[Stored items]
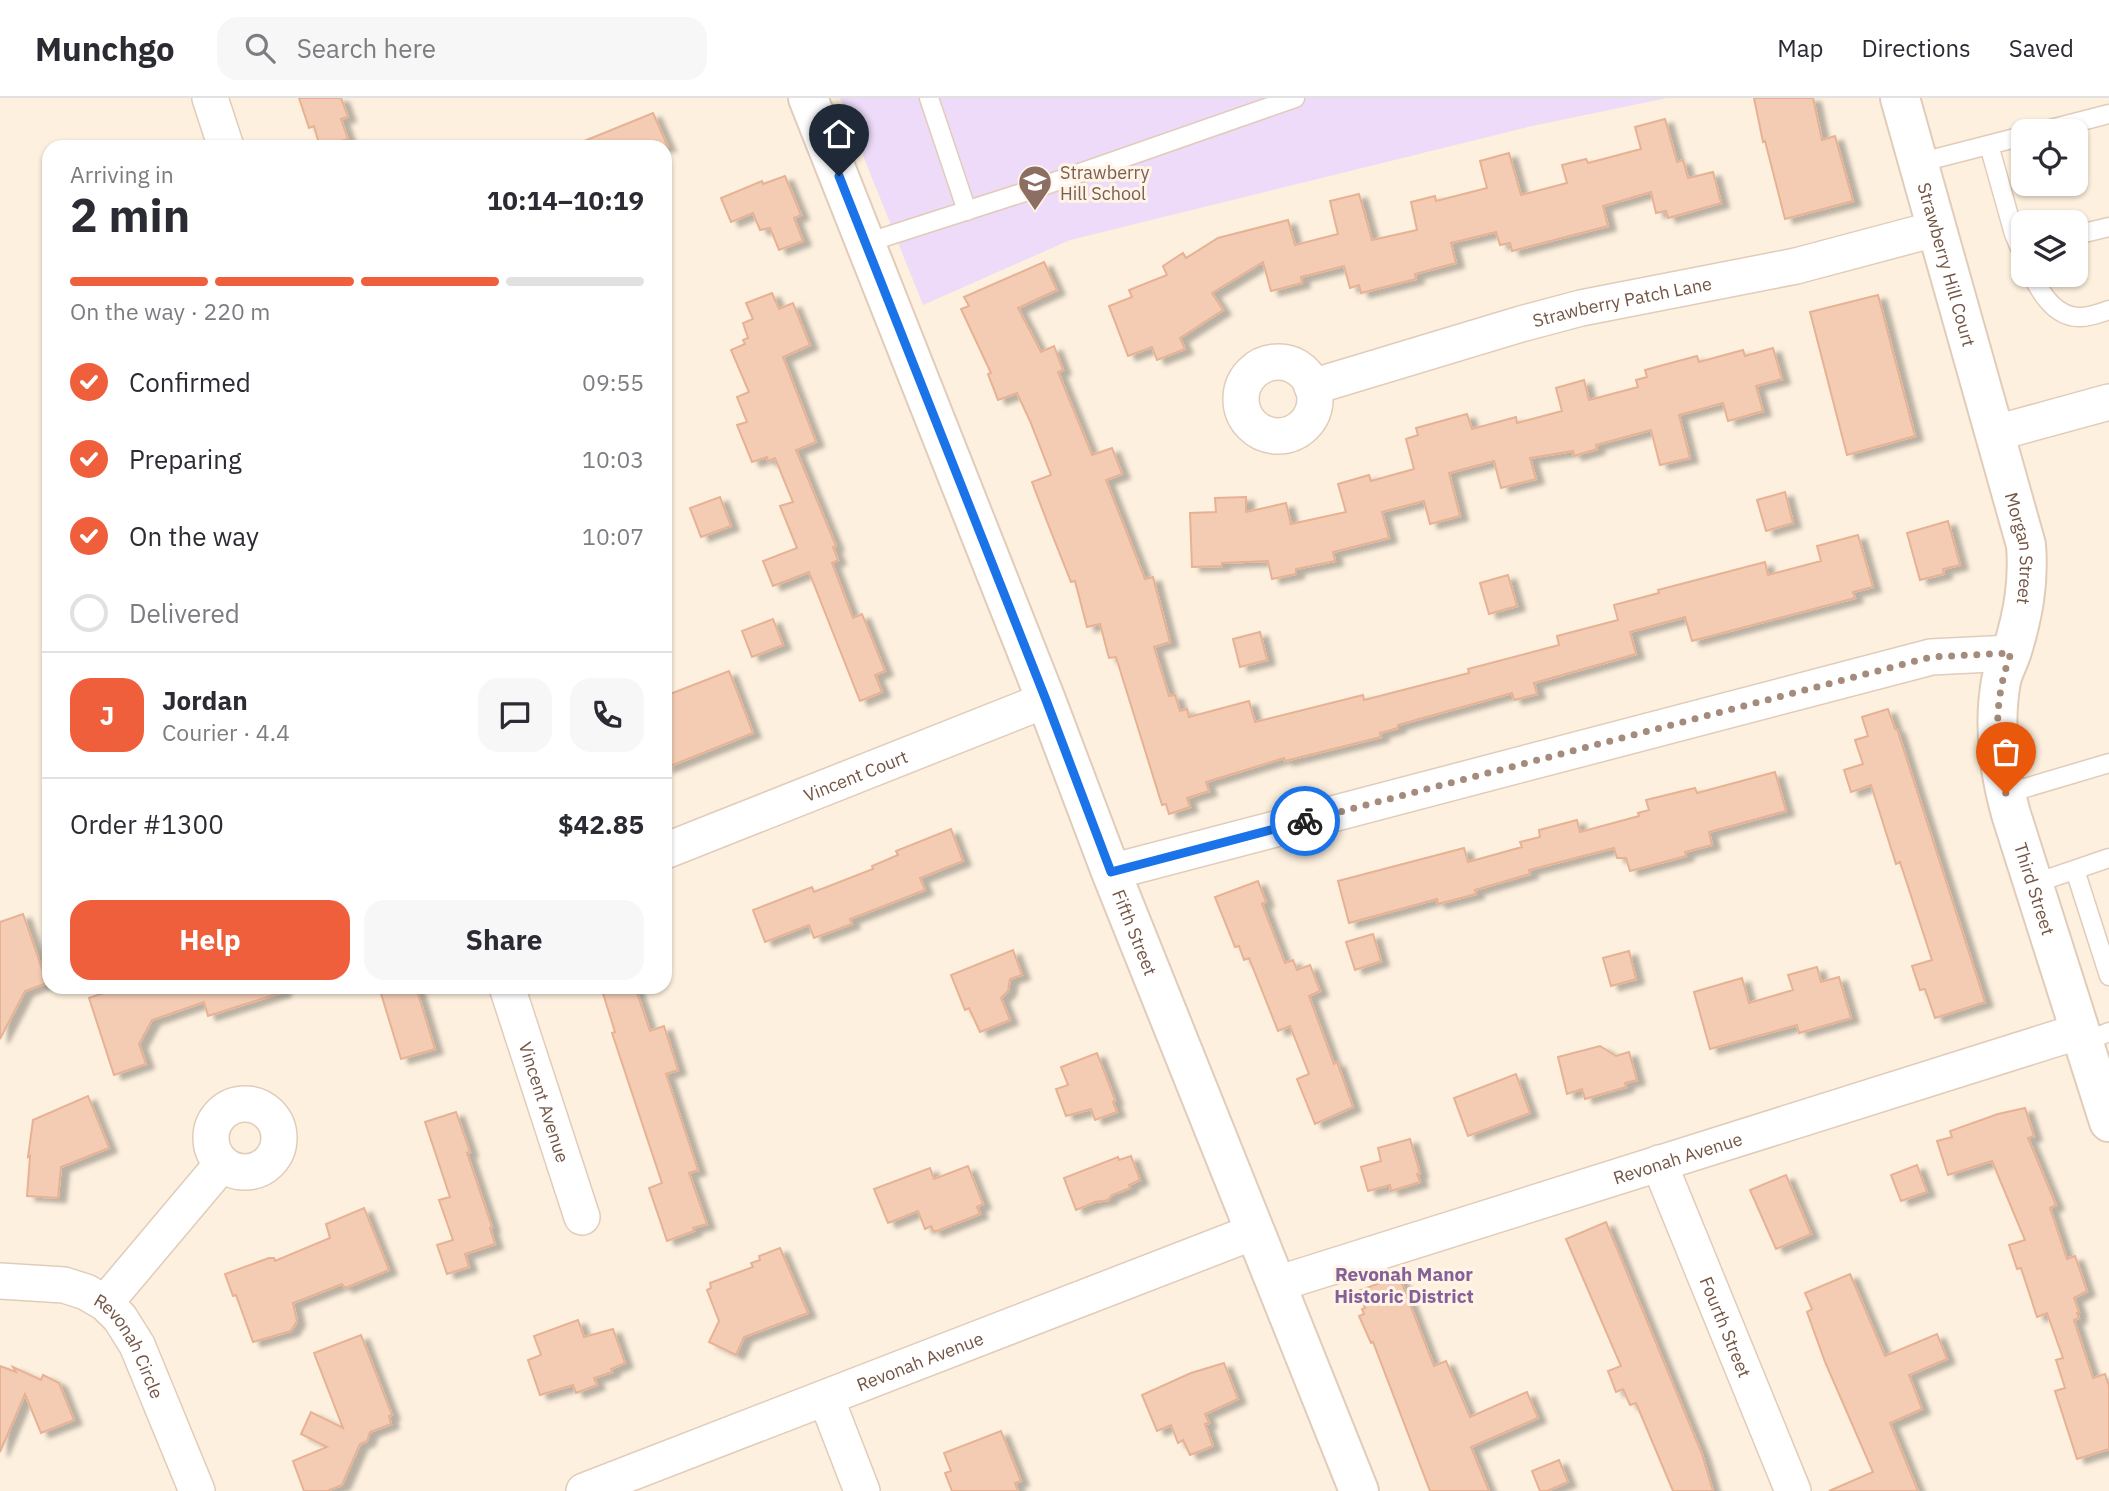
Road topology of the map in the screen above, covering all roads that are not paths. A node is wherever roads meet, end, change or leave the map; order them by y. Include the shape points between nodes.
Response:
1 (210, 98) edge
2 (808, 98) edge
3 (929, 98) edge
4 (1295, 98) edge
5 (1900, 98) edge
6 (2109, 114) edge
7 (2088, 119) edge
8 (2011, 139) edge
9 (224, 140) edge
10 (1989, 145) junction
11 (1918, 163) junction
12 (967, 211) junction
13 (2011, 215) edge
14 (2109, 227) edge
15 (1935, 229) junction
16 (2088, 232) edge
17 (866, 243) junction
18 (2038, 287) edge
19 (2109, 310) edge
20 (1312, 387) dead end
21 (2109, 402) edge
22 (1996, 433) junction
23 (2011, 653) junction
24 (1046, 700) junction
25 (2109, 763) edge
26 (2006, 794) junction
27 (672, 848) edge
28 (2109, 858) edge
29 (2075, 870) junction
30 (1111, 872) junction
31 (2033, 884) junction
32 (2109, 976) edge
33 (509, 994) edge
34 (2091, 1035) edge
35 (2109, 1122) edge
36 (1659, 1163) junction
37 (222, 1164) dead end
38 (582, 1217) dead end
39 (1256, 1231) junction
40 (0, 1281) edge
41 (1277, 1284) junction
42 (105, 1303) junction
43 (826, 1398) junction
44 (197, 1491) edge
45 (584, 1491) edge
46 (862, 1491) edge
47 (1359, 1491) edge
48 (1793, 1491) edge

1 - 9 street
2 - 17 street, Fifth Street
3 - 12 lane
4 - 12 lane
5 - 11 street, Strawberry Hill Court
6 - 7 lane
8 - 10 lane
10 - 11 lane
10 - 13 lane
11 - 15 street, Strawberry Hill Court
12 - 17 lane
14 - 16 lane
15 - 20 street, Strawberry Patch Lane via 1796,266 1581,308
15 - 22 street, Strawberry Hill Court
17 - 24 street, Fifth Street
18 - 19 lane via 2065,314 2081,317
21 - 22 street
22 - 23 street, Morgan Street via 2026,545 2026,594
23 - 26 street, Third Street via 1997,714
23 - 30 street via 1931,657
24 - 27 street, Vincent Court
24 - 30 street, Fifth Street
25 - 26 lane
26 - 31 street, Third Street
28 - 29 lane
29 - 31 lane
29 - 32 lane
30 - 39 street, Fifth Street
31 - 34 street, Third Street
33 - 38 street, Vincent Avenue
34 - 35 street, Third Street
34 - 36 street, Revonah Avenue
36 - 41 street, Revonah Avenue
36 - 48 street, Fourth Street
37 - 42 street
39 - 41 street, Fifth Street
39 - 43 street, Revonah Avenue
40 - 42 street, Revonah Circle via 64,1285
41 - 47 street, Fifth Street
42 - 44 street, Revonah Circle via 137,1345
43 - 45 street, Revonah Avenue
43 - 46 street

--- Problem details ---
Output every record verbatim, excluding any picture it contains.

--- Result ---
Road topology of the map in the screen above, covering all roads that are not paths. A node is wherever roads meet, end, change or leave the map; order them by y. Include the shape points between nodes.
Response:
1 (210, 98) edge
2 (808, 98) edge
3 (929, 98) edge
4 (1295, 98) edge
5 (1900, 98) edge
6 (2109, 114) edge
7 (2088, 119) edge
8 (2011, 139) edge
9 (224, 140) edge
10 (1989, 145) junction
11 (1918, 163) junction
12 (967, 211) junction
13 (2011, 215) edge
14 (2109, 227) edge
15 (1935, 229) junction
16 (2088, 232) edge
17 (866, 243) junction
18 (2038, 287) edge
19 (2109, 310) edge
20 (1312, 387) dead end
21 (2109, 402) edge
22 (1996, 433) junction
23 (2011, 653) junction
24 (1046, 700) junction
25 (2109, 763) edge
26 (2006, 794) junction
27 (672, 848) edge
28 (2109, 858) edge
29 (2075, 870) junction
30 (1111, 872) junction
31 (2033, 884) junction
32 (2109, 976) edge
33 (509, 994) edge
34 (2091, 1035) edge
35 (2109, 1122) edge
36 (1659, 1163) junction
37 (222, 1164) dead end
38 (582, 1217) dead end
39 (1256, 1231) junction
40 (0, 1281) edge
41 (1277, 1284) junction
42 (105, 1303) junction
43 (826, 1398) junction
44 (197, 1491) edge
45 (584, 1491) edge
46 (862, 1491) edge
47 (1359, 1491) edge
48 (1793, 1491) edge

1 - 9 street
2 - 17 street, Fifth Street
3 - 12 lane
4 - 12 lane
5 - 11 street, Strawberry Hill Court
6 - 7 lane
8 - 10 lane
10 - 11 lane
10 - 13 lane
11 - 15 street, Strawberry Hill Court
12 - 17 lane
14 - 16 lane
15 - 20 street, Strawberry Patch Lane via 1796,266 1581,308
15 - 22 street, Strawberry Hill Court
17 - 24 street, Fifth Street
18 - 19 lane via 2065,314 2081,317
21 - 22 street
22 - 23 street, Morgan Street via 2026,545 2026,594
23 - 26 street, Third Street via 1997,714
23 - 30 street via 1931,657
24 - 27 street, Vincent Court
24 - 30 street, Fifth Street
25 - 26 lane
26 - 31 street, Third Street
28 - 29 lane
29 - 31 lane
29 - 32 lane
30 - 39 street, Fifth Street
31 - 34 street, Third Street
33 - 38 street, Vincent Avenue
34 - 35 street, Third Street
34 - 36 street, Revonah Avenue
36 - 41 street, Revonah Avenue
36 - 48 street, Fourth Street
37 - 42 street
39 - 41 street, Fifth Street
39 - 43 street, Revonah Avenue
40 - 42 street, Revonah Circle via 64,1285
41 - 47 street, Fifth Street
42 - 44 street, Revonah Circle via 137,1345
43 - 45 street, Revonah Avenue
43 - 46 street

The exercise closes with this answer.